Repeat the listing below in full, keeping every character as it is.
-- -- --
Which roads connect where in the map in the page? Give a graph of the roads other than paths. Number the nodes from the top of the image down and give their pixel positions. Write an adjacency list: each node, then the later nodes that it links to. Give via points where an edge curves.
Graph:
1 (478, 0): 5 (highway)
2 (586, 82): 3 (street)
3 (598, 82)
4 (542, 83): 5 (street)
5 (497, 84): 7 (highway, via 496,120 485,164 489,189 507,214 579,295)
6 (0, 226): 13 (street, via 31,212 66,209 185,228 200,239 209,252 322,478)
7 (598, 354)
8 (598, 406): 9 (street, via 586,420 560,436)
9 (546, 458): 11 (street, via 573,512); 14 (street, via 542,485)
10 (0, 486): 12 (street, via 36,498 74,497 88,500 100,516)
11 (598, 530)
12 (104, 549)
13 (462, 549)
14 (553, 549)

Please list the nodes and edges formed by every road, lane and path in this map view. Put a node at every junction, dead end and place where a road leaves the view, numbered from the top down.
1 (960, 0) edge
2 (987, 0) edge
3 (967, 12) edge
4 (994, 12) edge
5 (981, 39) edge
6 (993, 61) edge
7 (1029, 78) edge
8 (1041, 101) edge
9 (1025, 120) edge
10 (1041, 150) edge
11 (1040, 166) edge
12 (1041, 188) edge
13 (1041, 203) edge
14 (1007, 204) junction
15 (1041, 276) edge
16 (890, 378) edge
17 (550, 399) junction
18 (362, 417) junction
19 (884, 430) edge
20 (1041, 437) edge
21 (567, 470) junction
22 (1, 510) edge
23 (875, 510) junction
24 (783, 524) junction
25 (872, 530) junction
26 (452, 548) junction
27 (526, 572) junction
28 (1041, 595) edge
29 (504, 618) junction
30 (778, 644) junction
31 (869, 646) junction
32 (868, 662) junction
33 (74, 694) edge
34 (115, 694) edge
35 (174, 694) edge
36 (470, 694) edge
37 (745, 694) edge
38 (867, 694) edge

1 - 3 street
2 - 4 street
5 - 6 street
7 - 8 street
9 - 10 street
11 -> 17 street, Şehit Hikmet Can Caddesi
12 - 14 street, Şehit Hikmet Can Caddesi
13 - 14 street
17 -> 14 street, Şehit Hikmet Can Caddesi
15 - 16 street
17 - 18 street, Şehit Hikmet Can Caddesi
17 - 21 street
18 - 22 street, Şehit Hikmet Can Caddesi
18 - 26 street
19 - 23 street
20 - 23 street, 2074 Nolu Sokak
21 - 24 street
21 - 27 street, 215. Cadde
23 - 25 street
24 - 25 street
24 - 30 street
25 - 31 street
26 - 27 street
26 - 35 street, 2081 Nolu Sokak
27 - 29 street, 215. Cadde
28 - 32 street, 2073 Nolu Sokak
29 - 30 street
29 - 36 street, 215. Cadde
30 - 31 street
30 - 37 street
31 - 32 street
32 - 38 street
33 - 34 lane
-- -- --
• _Output for this exercise_:
Which roads connect where in the map in the page? Give a graph of the roads other than paths. Number the nodes from the top of the image down and give their pixel positions. Write an adjacency list: each node, then the later nodes that it links to. Give via points where an edge curves.
Graph:
1 (478, 0): 5 (highway)
2 (586, 82): 3 (street)
3 (598, 82)
4 (542, 83): 5 (street)
5 (497, 84): 7 (highway, via 496,120 485,164 489,189 507,214 579,295)
6 (0, 226): 13 (street, via 31,212 66,209 185,228 200,239 209,252 322,478)
7 (598, 354)
8 (598, 406): 9 (street, via 586,420 560,436)
9 (546, 458): 11 (street, via 573,512); 14 (street, via 542,485)
10 (0, 486): 12 (street, via 36,498 74,497 88,500 100,516)
11 (598, 530)
12 (104, 549)
13 (462, 549)
14 (553, 549)

Please list the nodes and edges formed by every road, lane and path in this map view. Put a node at every junction, dead end and place where a road leaves the view, numbered from the top down.
1 (960, 0) edge
2 (987, 0) edge
3 (967, 12) edge
4 (994, 12) edge
5 (981, 39) edge
6 (993, 61) edge
7 (1029, 78) edge
8 (1041, 101) edge
9 (1025, 120) edge
10 (1041, 150) edge
11 (1040, 166) edge
12 (1041, 188) edge
13 (1041, 203) edge
14 (1007, 204) junction
15 (1041, 276) edge
16 (890, 378) edge
17 (550, 399) junction
18 (362, 417) junction
19 (884, 430) edge
20 (1041, 437) edge
21 (567, 470) junction
22 (1, 510) edge
23 (875, 510) junction
24 (783, 524) junction
25 (872, 530) junction
26 (452, 548) junction
27 (526, 572) junction
28 (1041, 595) edge
29 (504, 618) junction
30 (778, 644) junction
31 (869, 646) junction
32 (868, 662) junction
33 (74, 694) edge
34 (115, 694) edge
35 (174, 694) edge
36 (470, 694) edge
37 (745, 694) edge
38 (867, 694) edge

1 - 3 street
2 - 4 street
5 - 6 street
7 - 8 street
9 - 10 street
11 -> 17 street, Şehit Hikmet Can Caddesi
12 - 14 street, Şehit Hikmet Can Caddesi
13 - 14 street
17 -> 14 street, Şehit Hikmet Can Caddesi
15 - 16 street
17 - 18 street, Şehit Hikmet Can Caddesi
17 - 21 street
18 - 22 street, Şehit Hikmet Can Caddesi
18 - 26 street
19 - 23 street
20 - 23 street, 2074 Nolu Sokak
21 - 24 street
21 - 27 street, 215. Cadde
23 - 25 street
24 - 25 street
24 - 30 street
25 - 31 street
26 - 27 street
26 - 35 street, 2081 Nolu Sokak
27 - 29 street, 215. Cadde
28 - 32 street, 2073 Nolu Sokak
29 - 30 street
29 - 36 street, 215. Cadde
30 - 31 street
30 - 37 street
31 - 32 street
32 - 38 street
33 - 34 lane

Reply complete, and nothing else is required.